What the task requires:
Look through the data below. Pick out the lines holding the string "graph".

= = =

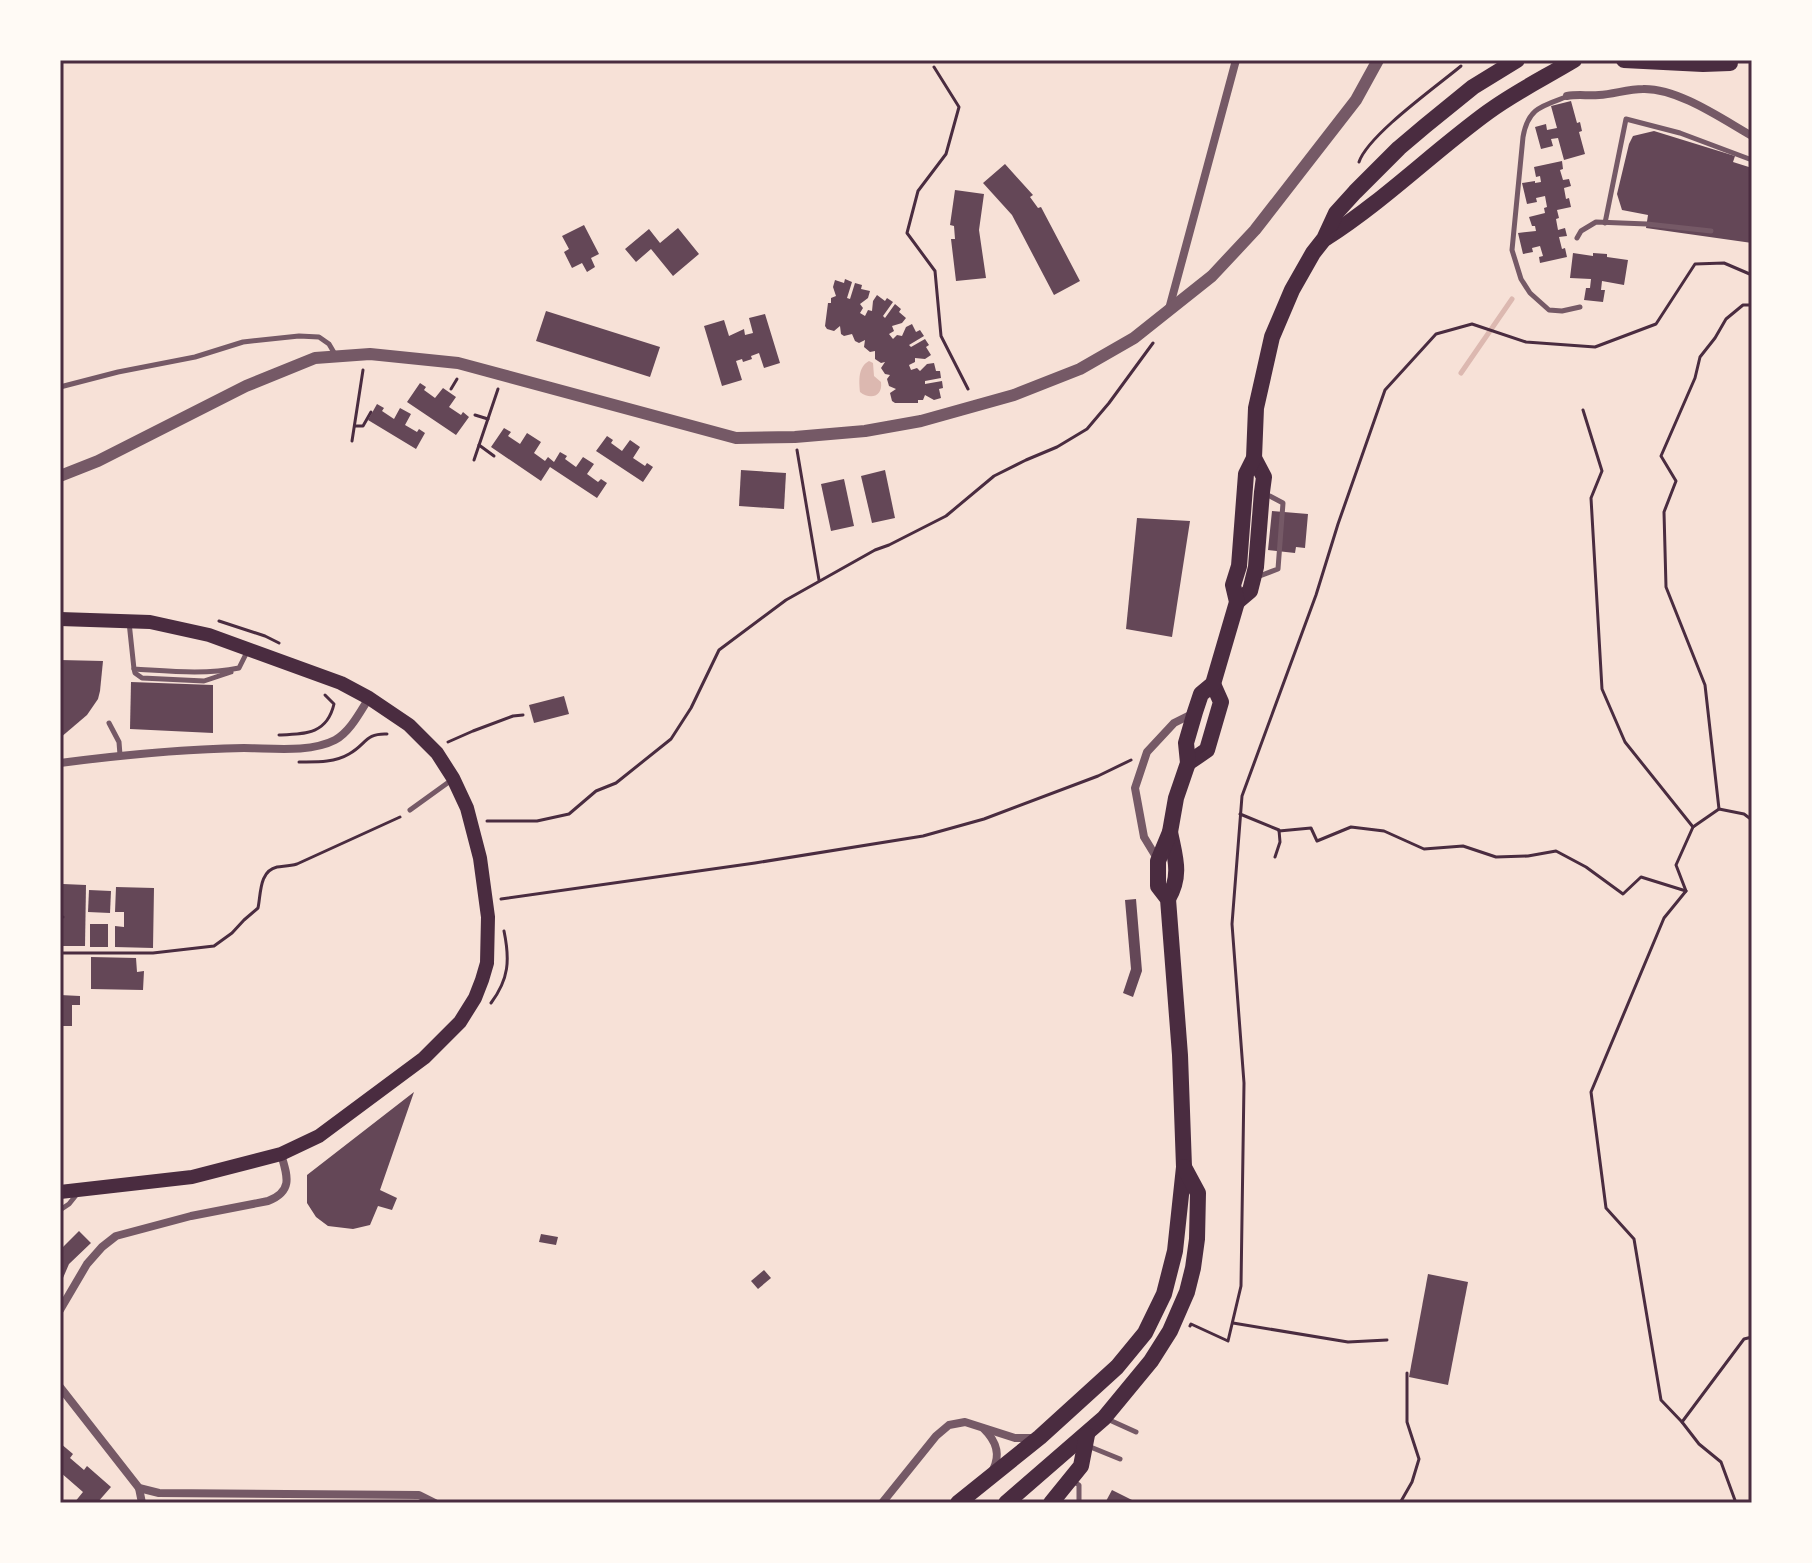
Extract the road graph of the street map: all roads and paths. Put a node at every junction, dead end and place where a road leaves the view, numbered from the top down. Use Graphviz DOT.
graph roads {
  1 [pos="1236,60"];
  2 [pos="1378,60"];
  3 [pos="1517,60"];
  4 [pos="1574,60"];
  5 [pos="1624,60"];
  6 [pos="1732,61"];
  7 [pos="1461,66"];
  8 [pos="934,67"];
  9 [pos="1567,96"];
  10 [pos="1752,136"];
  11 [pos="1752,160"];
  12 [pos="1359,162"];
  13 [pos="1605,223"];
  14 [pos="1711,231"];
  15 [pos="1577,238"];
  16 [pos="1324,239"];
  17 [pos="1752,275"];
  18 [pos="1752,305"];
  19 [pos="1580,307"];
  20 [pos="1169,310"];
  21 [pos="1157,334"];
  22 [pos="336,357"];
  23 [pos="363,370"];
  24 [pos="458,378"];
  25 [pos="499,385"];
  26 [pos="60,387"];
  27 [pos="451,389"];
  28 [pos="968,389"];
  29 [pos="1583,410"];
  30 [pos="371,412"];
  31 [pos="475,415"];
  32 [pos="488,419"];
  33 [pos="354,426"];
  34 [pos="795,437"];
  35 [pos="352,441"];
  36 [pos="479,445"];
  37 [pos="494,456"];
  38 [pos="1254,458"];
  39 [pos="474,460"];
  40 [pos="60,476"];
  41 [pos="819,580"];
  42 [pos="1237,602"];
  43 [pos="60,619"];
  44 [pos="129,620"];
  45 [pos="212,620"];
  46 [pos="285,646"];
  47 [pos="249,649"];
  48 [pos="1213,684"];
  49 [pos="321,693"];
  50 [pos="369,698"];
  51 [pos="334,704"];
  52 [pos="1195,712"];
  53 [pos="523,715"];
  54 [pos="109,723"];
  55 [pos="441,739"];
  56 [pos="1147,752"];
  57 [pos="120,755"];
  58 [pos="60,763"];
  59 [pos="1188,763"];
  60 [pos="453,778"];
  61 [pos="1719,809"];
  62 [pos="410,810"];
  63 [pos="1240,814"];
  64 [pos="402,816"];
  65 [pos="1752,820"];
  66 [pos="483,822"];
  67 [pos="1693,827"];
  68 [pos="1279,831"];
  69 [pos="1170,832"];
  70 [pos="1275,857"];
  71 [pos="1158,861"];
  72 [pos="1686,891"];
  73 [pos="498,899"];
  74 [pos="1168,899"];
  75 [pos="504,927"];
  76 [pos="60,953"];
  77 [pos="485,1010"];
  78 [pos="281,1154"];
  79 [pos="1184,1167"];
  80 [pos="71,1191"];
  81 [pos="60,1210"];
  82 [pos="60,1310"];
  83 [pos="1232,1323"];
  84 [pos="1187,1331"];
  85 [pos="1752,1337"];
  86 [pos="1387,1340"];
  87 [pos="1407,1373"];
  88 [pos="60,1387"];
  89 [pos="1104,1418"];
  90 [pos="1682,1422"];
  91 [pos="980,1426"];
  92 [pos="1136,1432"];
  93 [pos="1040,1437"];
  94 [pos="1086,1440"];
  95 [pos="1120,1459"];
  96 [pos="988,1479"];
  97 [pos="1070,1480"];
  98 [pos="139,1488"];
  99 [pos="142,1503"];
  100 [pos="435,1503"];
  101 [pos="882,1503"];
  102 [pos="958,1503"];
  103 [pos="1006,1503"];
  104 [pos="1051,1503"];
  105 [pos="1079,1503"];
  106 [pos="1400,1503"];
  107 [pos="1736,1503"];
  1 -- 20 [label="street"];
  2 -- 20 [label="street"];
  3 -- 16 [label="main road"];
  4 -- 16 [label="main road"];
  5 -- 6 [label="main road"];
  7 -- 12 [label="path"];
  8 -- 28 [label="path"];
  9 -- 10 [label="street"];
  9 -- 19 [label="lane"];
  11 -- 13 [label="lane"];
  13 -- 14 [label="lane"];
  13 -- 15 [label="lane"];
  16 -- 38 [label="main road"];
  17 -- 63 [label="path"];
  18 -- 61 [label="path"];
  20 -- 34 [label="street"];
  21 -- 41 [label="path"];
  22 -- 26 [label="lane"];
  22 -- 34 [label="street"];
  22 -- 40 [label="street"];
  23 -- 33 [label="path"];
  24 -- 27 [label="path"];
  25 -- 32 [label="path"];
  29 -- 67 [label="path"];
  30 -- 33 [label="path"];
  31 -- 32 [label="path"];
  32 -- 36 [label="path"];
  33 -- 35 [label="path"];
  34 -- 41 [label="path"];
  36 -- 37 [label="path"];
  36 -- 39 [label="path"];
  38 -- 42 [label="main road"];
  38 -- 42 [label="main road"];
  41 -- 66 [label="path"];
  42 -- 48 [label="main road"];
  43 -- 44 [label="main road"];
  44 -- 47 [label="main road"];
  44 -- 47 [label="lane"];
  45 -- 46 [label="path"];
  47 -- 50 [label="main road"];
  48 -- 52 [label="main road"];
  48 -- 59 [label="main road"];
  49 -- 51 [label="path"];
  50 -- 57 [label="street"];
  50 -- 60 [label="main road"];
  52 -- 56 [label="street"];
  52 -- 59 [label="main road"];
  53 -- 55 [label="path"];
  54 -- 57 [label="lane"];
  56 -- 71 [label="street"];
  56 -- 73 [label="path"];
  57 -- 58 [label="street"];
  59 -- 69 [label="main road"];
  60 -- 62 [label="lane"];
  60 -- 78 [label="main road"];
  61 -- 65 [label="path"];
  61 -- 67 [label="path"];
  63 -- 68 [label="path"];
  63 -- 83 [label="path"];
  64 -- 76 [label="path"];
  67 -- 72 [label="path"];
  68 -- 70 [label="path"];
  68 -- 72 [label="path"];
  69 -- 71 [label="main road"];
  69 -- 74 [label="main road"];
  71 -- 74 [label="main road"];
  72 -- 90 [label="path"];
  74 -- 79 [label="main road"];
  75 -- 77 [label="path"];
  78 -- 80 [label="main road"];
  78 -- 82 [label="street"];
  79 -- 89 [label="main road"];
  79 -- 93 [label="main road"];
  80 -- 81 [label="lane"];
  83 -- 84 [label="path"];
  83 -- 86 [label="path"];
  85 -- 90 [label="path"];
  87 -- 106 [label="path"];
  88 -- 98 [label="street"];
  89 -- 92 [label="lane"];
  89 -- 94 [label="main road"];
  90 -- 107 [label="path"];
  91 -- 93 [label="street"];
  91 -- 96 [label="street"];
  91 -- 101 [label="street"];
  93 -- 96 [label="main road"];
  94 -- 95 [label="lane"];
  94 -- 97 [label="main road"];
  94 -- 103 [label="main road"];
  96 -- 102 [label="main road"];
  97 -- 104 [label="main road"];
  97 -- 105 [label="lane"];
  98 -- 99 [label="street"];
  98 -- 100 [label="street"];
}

= = =

Answer to the problem:
Extract the road graph of the street map: all roads and paths. Put a node at every junction, dead end and place where a road leaves the view, numbered from the top down. Use Graphviz DOT.
graph roads {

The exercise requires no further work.